(Collected data entries)
★ ★ ★

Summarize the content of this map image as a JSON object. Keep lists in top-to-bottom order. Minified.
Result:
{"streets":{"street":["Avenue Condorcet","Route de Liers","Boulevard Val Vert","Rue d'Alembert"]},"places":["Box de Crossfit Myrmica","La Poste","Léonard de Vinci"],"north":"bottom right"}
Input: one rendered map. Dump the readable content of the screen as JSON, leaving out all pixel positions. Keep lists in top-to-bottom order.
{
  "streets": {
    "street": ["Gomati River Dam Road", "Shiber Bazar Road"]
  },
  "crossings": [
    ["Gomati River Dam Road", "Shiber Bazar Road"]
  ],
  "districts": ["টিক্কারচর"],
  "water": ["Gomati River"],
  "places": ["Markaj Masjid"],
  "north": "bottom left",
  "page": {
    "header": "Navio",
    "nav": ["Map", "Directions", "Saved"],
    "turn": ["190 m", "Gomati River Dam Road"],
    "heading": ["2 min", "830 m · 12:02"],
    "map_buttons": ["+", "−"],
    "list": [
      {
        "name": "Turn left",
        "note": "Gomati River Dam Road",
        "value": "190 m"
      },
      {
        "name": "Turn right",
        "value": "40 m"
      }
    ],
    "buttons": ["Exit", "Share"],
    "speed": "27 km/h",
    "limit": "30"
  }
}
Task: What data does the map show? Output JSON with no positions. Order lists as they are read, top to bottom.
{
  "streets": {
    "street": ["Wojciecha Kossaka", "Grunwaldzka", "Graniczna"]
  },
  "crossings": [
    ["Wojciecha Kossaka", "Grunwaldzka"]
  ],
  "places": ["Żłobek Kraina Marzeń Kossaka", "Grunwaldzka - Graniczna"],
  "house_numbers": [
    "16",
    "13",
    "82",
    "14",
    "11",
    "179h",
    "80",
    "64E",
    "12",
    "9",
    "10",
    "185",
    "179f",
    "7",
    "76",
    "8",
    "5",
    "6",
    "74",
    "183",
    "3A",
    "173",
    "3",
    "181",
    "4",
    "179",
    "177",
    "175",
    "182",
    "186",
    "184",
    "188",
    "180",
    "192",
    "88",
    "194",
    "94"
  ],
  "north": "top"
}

★ ★ ★

TASK PROMPT —
Line by line, copy the records exactly.

TASK RESPONSE —
Summarize the content of this map image as a JSON object. Keep lists in top-to-bottom order. Minified.
Result:
{"streets":{"street":["Avenue Condorcet","Route de Liers","Boulevard Val Vert","Rue d'Alembert"]},"places":["Box de Crossfit Myrmica","La Poste","Léonard de Vinci"],"north":"bottom right"}
Input: one rendered map. Dump the readable content of the screen as JSON, leaving out all pixel positions. Keep lists in top-to-bottom order.
{
  "streets": {
    "street": ["Gomati River Dam Road", "Shiber Bazar Road"]
  },
  "crossings": [
    ["Gomati River Dam Road", "Shiber Bazar Road"]
  ],
  "districts": ["টিক্কারচর"],
  "water": ["Gomati River"],
  "places": ["Markaj Masjid"],
  "north": "bottom left",
  "page": {
    "header": "Navio",
    "nav": ["Map", "Directions", "Saved"],
    "turn": ["190 m", "Gomati River Dam Road"],
    "heading": ["2 min", "830 m · 12:02"],
    "map_buttons": ["+", "−"],
    "list": [
      {
        "name": "Turn left",
        "note": "Gomati River Dam Road",
        "value": "190 m"
      },
      {
        "name": "Turn right",
        "value": "40 m"
      }
    ],
    "buttons": ["Exit", "Share"],
    "speed": "27 km/h",
    "limit": "30"
  }
}
Task: What data does the map show? Output JSON with no positions. Order lists as they are read, top to bottom.
{
  "streets": {
    "street": ["Wojciecha Kossaka", "Grunwaldzka", "Graniczna"]
  },
  "crossings": [
    ["Wojciecha Kossaka", "Grunwaldzka"]
  ],
  "places": ["Żłobek Kraina Marzeń Kossaka", "Grunwaldzka - Graniczna"],
  "house_numbers": [
    "16",
    "13",
    "82",
    "14",
    "11",
    "179h",
    "80",
    "64E",
    "12",
    "9",
    "10",
    "185",
    "179f",
    "7",
    "76",
    "8",
    "5",
    "6",
    "74",
    "183",
    "3A",
    "173",
    "3",
    "181",
    "4",
    "179",
    "177",
    "175",
    "182",
    "186",
    "184",
    "188",
    "180",
    "192",
    "88",
    "194",
    "94"
  ],
  "north": "top"
}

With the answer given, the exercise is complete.